Contextual bandits in reinforcement learning: coming up to speed
The field of reinforcement learning is an exciting one that is constantly evolving. The best papers are coming out, literally, in the past eight years. There are few academic disciplines that are so enthralling!
However, there is a drawback to all this activity: fractured understanding. The best academic papers focus their attention on elaborate proofs, while the best application write-ups tend to have huge gaps in understanding and a poor ability to connect concepts across multiple sub-fields. The reality is, there is so much going on in reinforcement learning these days that practitioners working 8 hours a day (and honestly, far more) still can’t keep up!
If the field interests you, and you truly believe that the future of industry will be shaped by the concepts being built right now, I highly recommend you to make a window of a week to devote just to reading reinforcement learning concepts, writing down your questions, and working through them systematically. The reason this helps is because there are many acronyms and jargon that relate to concepts bridging the methods, and you want to be able to recall them quickly and connect each one to an intuitive understanding. It’s impossible to do this with more than a few days between reading sessions.
As far as literature goes, while Wikipedia is a good resource for quickly recalling a concept, it is a poor resource for learning it the first time. These are the literature I strongly recommend. At first, think of it like many other machine learning applications. Build up a self-supervised model in your mind by skimming the material, noticing which acronyms and jargon come up the most. Your mind is implicitly trying to predict what you read, so this will help you get the data structures set up. Then, as you dig into your questions, you can get more detailed with your approach… just like a reinforcement learning algorithm would!
The DeepMind Papers.
2013: Playing Atari with Q-Learning using a deep neural net.
https://deepmind.com/research/publications/playing-atari-deep-reinforcement-learning
Because of the stability issues (see below), no one knew how to get deep neural nets to do Q-learning at first. Discover the tricks that DeepMind used to overcome the hurdles and usher in huge interest in deep learning.
2016: Beating masters at Go with a really complicated algorithm.
https://deepmind.com/research/publications/mastering-game-go-deep-neural-networks-tree-search
Another compendium of tricks to get reinforcement learning to work in an application space that we previously thought to be insurmountable. This is actually a hard paper to read because it is so complicated.
2017: Beating masters at Go without being so complicated.

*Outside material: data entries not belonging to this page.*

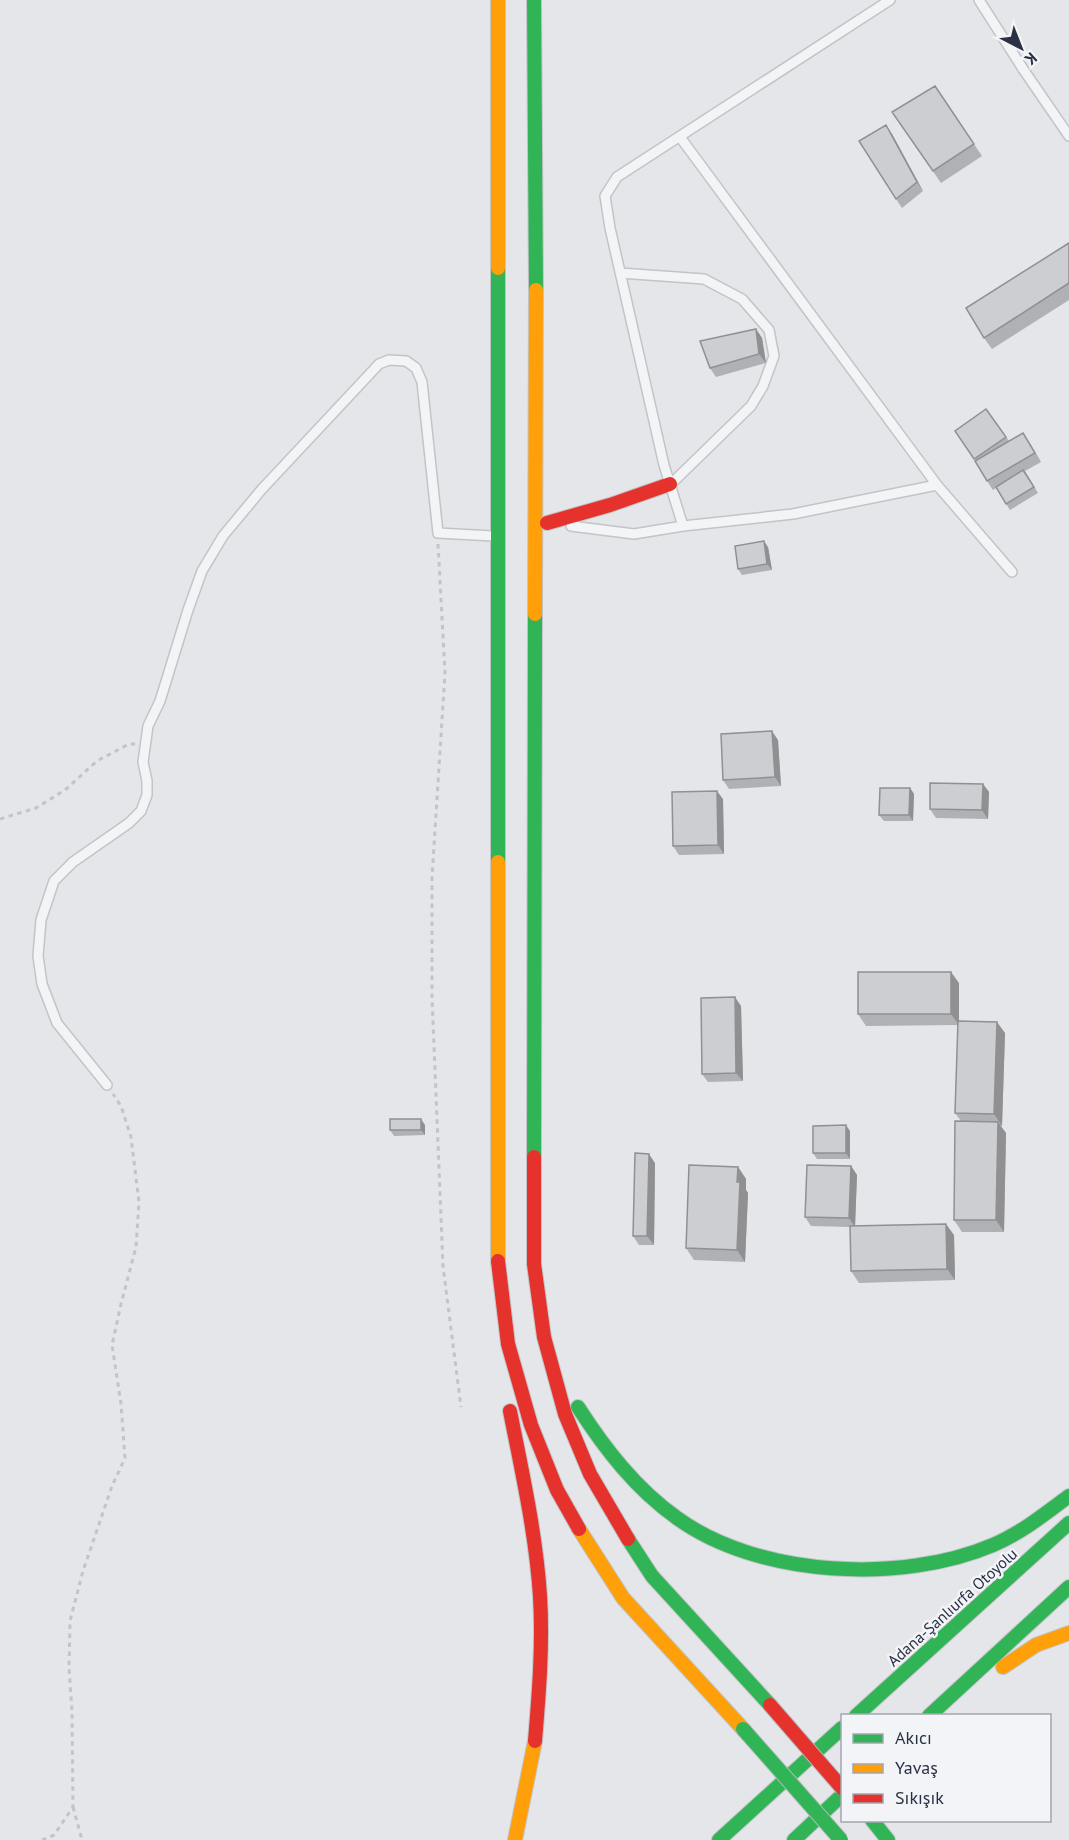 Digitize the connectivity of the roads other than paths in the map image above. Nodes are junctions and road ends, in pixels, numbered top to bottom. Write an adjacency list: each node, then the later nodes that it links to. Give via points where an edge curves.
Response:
1 (487, 0): 9 (main road)
2 (498, 0): 9 (main road)
3 (534, 0): 11 (main road)
4 (890, 0): 8 (lane)
5 (979, 0): 7 (lane)
6 (549, 98): 11 (main road)
7 (1069, 136)
8 (680, 137): 10 (lane, via 617,177 605,196); 13 (lane)
9 (497, 269): 16 (main road)
10 (620, 273): 12 (lane); 12 (lane, via 704,279 742,299 769,330 774,356 751,406)
11 (537, 280): 14 (main road)
12 (670, 484): 14 (main road, via 610,505); 15 (lane)
13 (937, 485): 15 (lane, via 793,514); 17 (lane)
14 (541, 522): 15 (lane, via 634,534); 20 (main road)
15 (683, 525)
16 (497, 537): 18 (lane, via 438,533 422,382 416,368 406,361 389,360 379,364 223,536 202,571 148,726 143,762 147,795 141,811 54,881 41,920 42,984 57,1023); 19 (main road)
17 (1012, 572)
18 (107, 1085)
19 (498, 1138): 21 (main road, via 492,1266); 39 (main road, bridge, via 498,1266 508,1344 531,1425 557,1490 623,1598)
20 (534, 1138): 23 (main road, via 541,1266 549,1322 574,1400 619,1464 653,1499 687,1525 763,1557 805,1566 892,1569 937,1563 981,1550 1024,1529); 31 (main road, bridge, via 534,1264 544,1336 565,1414 590,1474 652,1576)
21 (504, 1379)
22 (508, 1401): 36 (main road, via 540,1595 534,1748)
23 (1069, 1496)
24 (1069, 1523): 27 (main road, Adana-Şanlıurfa Otoyolu)
25 (1069, 1587): 28 (main road)
26 (1069, 1633): 29 (main road, via 1036,1645)
27 (858, 1714)
28 (931, 1714)
29 (946, 1714)
30 (841, 1730): 37 (main road)
31 (841, 1786)
32 (841, 1798): 38 (main road)
33 (841, 1803): 38 (main road)
34 (873, 1822): 35 (main road)
35 (885, 1836)
36 (515, 1840)
37 (719, 1840)
38 (796, 1840)
39 (841, 1840) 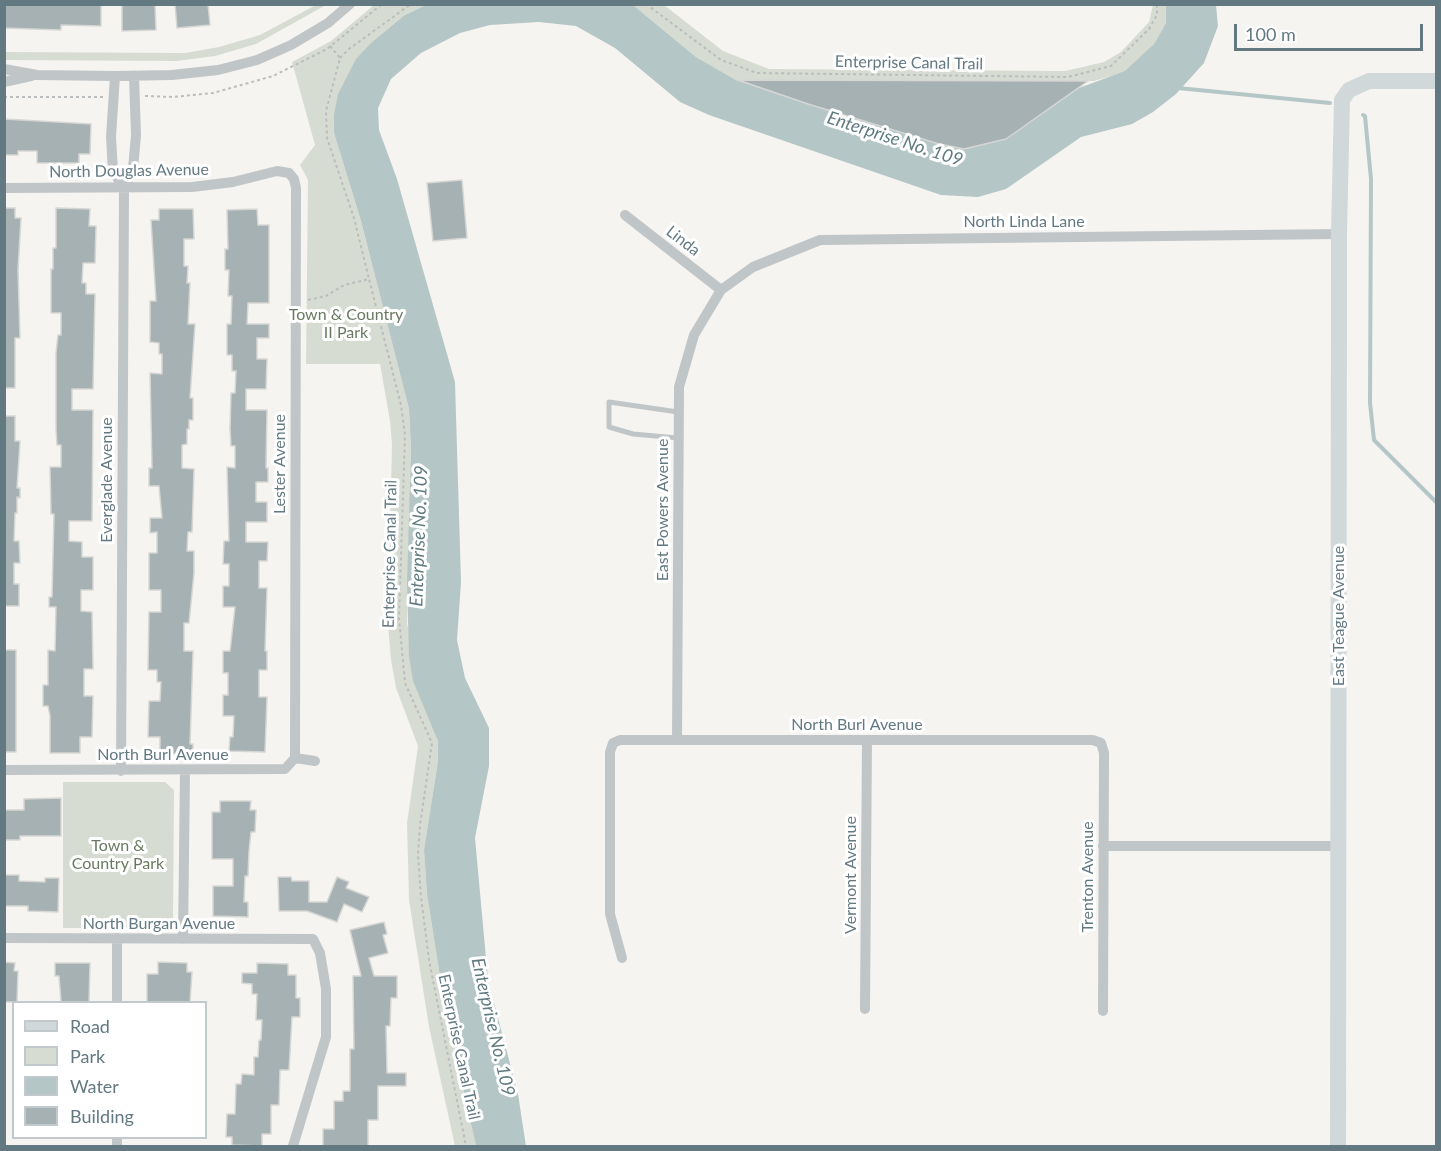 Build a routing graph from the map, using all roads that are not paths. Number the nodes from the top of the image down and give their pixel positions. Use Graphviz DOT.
graph roads {
  1 [pos="350,4"];
  2 [pos="4,69"];
  3 [pos="37,75"];
  4 [pos="115,76"];
  5 [pos="134,76"];
  6 [pos="1437,81"];
  7 [pos="4,82"];
  8 [pos="289,173"];
  9 [pos="4,188"];
  10 [pos="124,189"];
  11 [pos="626,215"];
  12 [pos="1339,234"];
  13 [pos="721,290"];
  14 [pos="678,412"];
  15 [pos="678,438"];
  16 [pos="677,740"];
  17 [pos="867,741"];
  18 [pos="1101,743"];
  19 [pos="296,758"];
  20 [pos="315,761"];
  21 [pos="4,770"];
  22 [pos="121,771"];
  23 [pos="185,771"];
  24 [pos="1103,846"];
  25 [pos="1339,846"];
  26 [pos="4,938"];
  27 [pos="117,938"];
  28 [pos="183,939"];
  29 [pos="622,958"];
  30 [pos="117,1001"];
  31 [pos="865,1009"];
  32 [pos="1103,1011"];
  33 [pos="293,1146"];
  34 [pos="1338,1146"];
  1 -- 5 [label="street"];
  2 -- 3 [label="street"];
  3 -- 4 [label="street"];
  3 -- 7 [label="street"];
  4 -- 5 [label="street"];
  4 -- 10 [label="street, Everglade Avenue"];
  5 -- 10 [label="street, Everglade Avenue"];
  6 -- 12 [label="street, East Teague Avenue"];
  8 -- 10 [label="street, North Douglas Avenue"];
  8 -- 19 [label="street, Lester Avenue"];
  9 -- 10 [label="street, North Douglas Avenue"];
  10 -- 22 [label="street, Everglade Avenue"];
  11 -- 13 [label="street, Linda"];
  12 -- 13 [label="street, North Linda Lane"];
  12 -- 25 [label="street, East Teague Avenue"];
  13 -- 14 [label="street, East Powers Avenue"];
  14 -- 15 [label="street, East Powers Avenue"];
  14 -- 15 [label="lane"];
  15 -- 16 [label="street, East Powers Avenue"];
  16 -- 17 [label="street, North Burl Avenue"];
  16 -- 29 [label="street, North Burl Avenue"];
  17 -- 18 [label="street, North Burl Avenue"];
  17 -- 31 [label="street, Vermont Avenue"];
  18 -- 24 [label="street, Trenton Avenue"];
  19 -- 20 [label="street"];
  19 -- 23 [label="street, North Burl Avenue"];
  21 -- 22 [label="street, North Burl Avenue"];
  22 -- 23 [label="street, North Burl Avenue"];
  23 -- 28 [label="street"];
  24 -- 25 [label="street"];
  24 -- 32 [label="street, Trenton Avenue"];
  25 -- 34 [label="street, East Teague Avenue"];
  26 -- 27 [label="street, North Burgan Avenue"];
  27 -- 28 [label="street, North Burgan Avenue"];
  27 -- 30 [label="street"];
  28 -- 33 [label="street, North Burgan Avenue"];
} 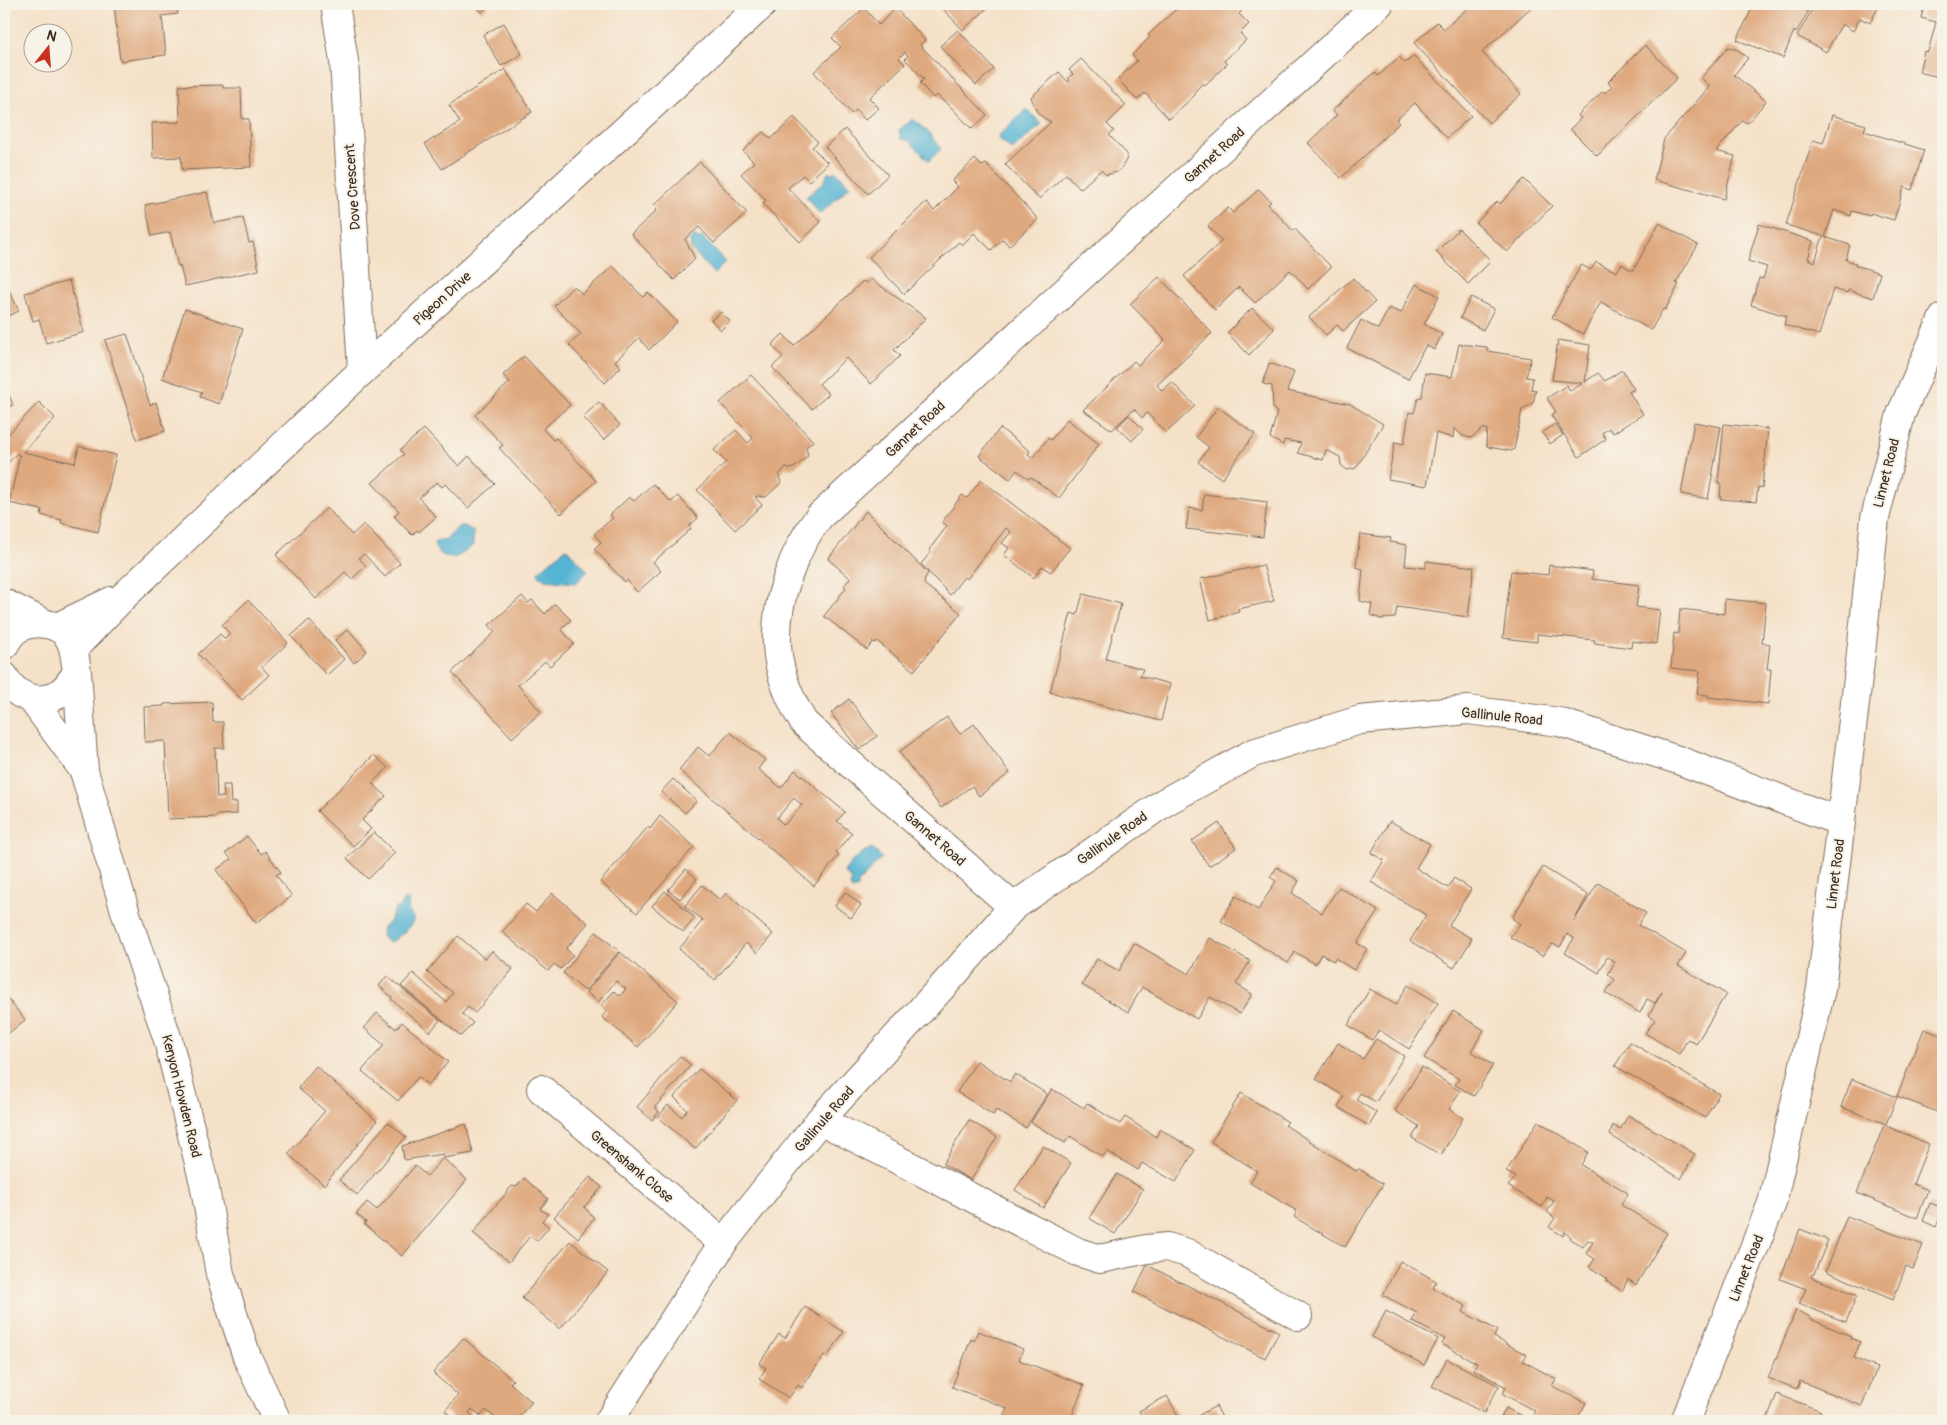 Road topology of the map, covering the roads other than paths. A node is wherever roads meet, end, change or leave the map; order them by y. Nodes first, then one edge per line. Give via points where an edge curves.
1 (335, 4) edge
2 (763, 4) edge
3 (1379, 4) edge
4 (1943, 318) edge
5 (362, 371) junction
6 (124, 596) junction
7 (4, 603) edge
8 (51, 625) junction
9 (4, 646) edge
10 (75, 660) junction
11 (4, 676) edge
12 (31, 698) junction
13 (84, 771) junction
14 (1841, 822) junction
15 (1013, 907) junction
16 (542, 1089) dead end
17 (820, 1120) junction
18 (723, 1243) junction
19 (1298, 1316) dead end
20 (277, 1421) edge
21 (608, 1421) edge
22 (1685, 1421) edge

1 - 5 street, Dove Crescent via 344,61
2 - 5 street, Pigeon Drive
3 - 15 street, Gannet Road via 819,518 798,551 784,588 776,646 792,703 804,723
4 - 14 street, Linnet Road via 1901,414 1875,518
5 - 6 street, Pigeon Drive
6 - 8 street, Pigeon Drive
6 - 10 street, Pigeon Drive
7 - 8 street
8 - 9 street, Pigeon Drive via 32,623 20,628 9,636
8 - 10 street via 68,636
10 - 12 street, Pigeon Drive via 67,686 57,695
10 - 13 street, Kenyon Howden Road
11 - 12 street via 18,694
12 - 13 street, Kenyon Howden Road
13 - 20 street, Kenyon Howden Road via 126,914 168,1040 204,1183 220,1274 247,1356
14 - 15 street, Gallinule Road via 1678,760 1559,722 1468,710 1360,720 1253,753 1165,802
14 - 22 street, Linnet Road via 1821,989 1772,1203
15 - 17 street, Gallinule Road
16 - 18 street, Greenshank Close
17 - 18 street, Gallinule Road
17 - 19 street via 1078,1252 1100,1259 1167,1247 1187,1253
18 - 21 street, Gallinule Road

https://deepmind.com/research/publications/mastering-game-go-without-human-knowledge
They greatly simplify the algorithm from the previous paper, throw in more computer power, and voila! They did even better!
This is just an amazing paper everyone should read at some point in their lifetime. Pay special attention to the part about the Monte Carlo Tree Search, and think about how you could use a contextual bandit to replace it.
These papers are truly inspiring, extremely well-written, and think at a high level. They are also brief, so they are good for your early skims and your later detailed inquisitions, but since they gloss over the details you’ll want to reference other resources to fill in the blanks.
Course Syllabi
Alekh Agarwal from Microsoft Research does contextual bandits and reinforcement learning.
This is a good overview, but every lecture devolves into ornate proofs half-way through that only a grad student would drool over. There are also a lot of pointless limitations introduced for academic precision. For example, you can totally train a contextual bandit on delayed or summed future rewards. We don’t have to limit ourselves to only immediate rewards and pure MDPs just to make our thesis committee happy.
Check out the companion book by Alex Slivkins, in particular the chapter on Bayesian bandits and Thompson sampling.
Sample-based reinforcement learning on Coursera
https://www.coursera.org/specializations/reinforcement-learning
A great resource if you want someone to speak proofs aloud to you, based on the Sutton and Barto book (see below). The best value here is in its syllabus outline, and the different approach it takes to the material than the other resources. You can audit this course for free (don’t fall for Coursera’s confusing interface suggesting otherwise) and watch videos that drill directly into a concept you find confusing.
Sutton and Barto’s Reinforcement Learning: An Introduction
Note that this book is huge, detailed, and terrific. It is also a serious investment of time, and is completely overwhelming. Don’t let insecure nerds convince you otherwise: this book is difficult material to master! However, simply skimming through the first five chapters can provide a terrific overview, even if you don’t get all the concepts. Or just read the table of contents and the introduction. They do a good job of putting the concepts into context, which helps with cementing them in your mind later when you come across more approachable explanations.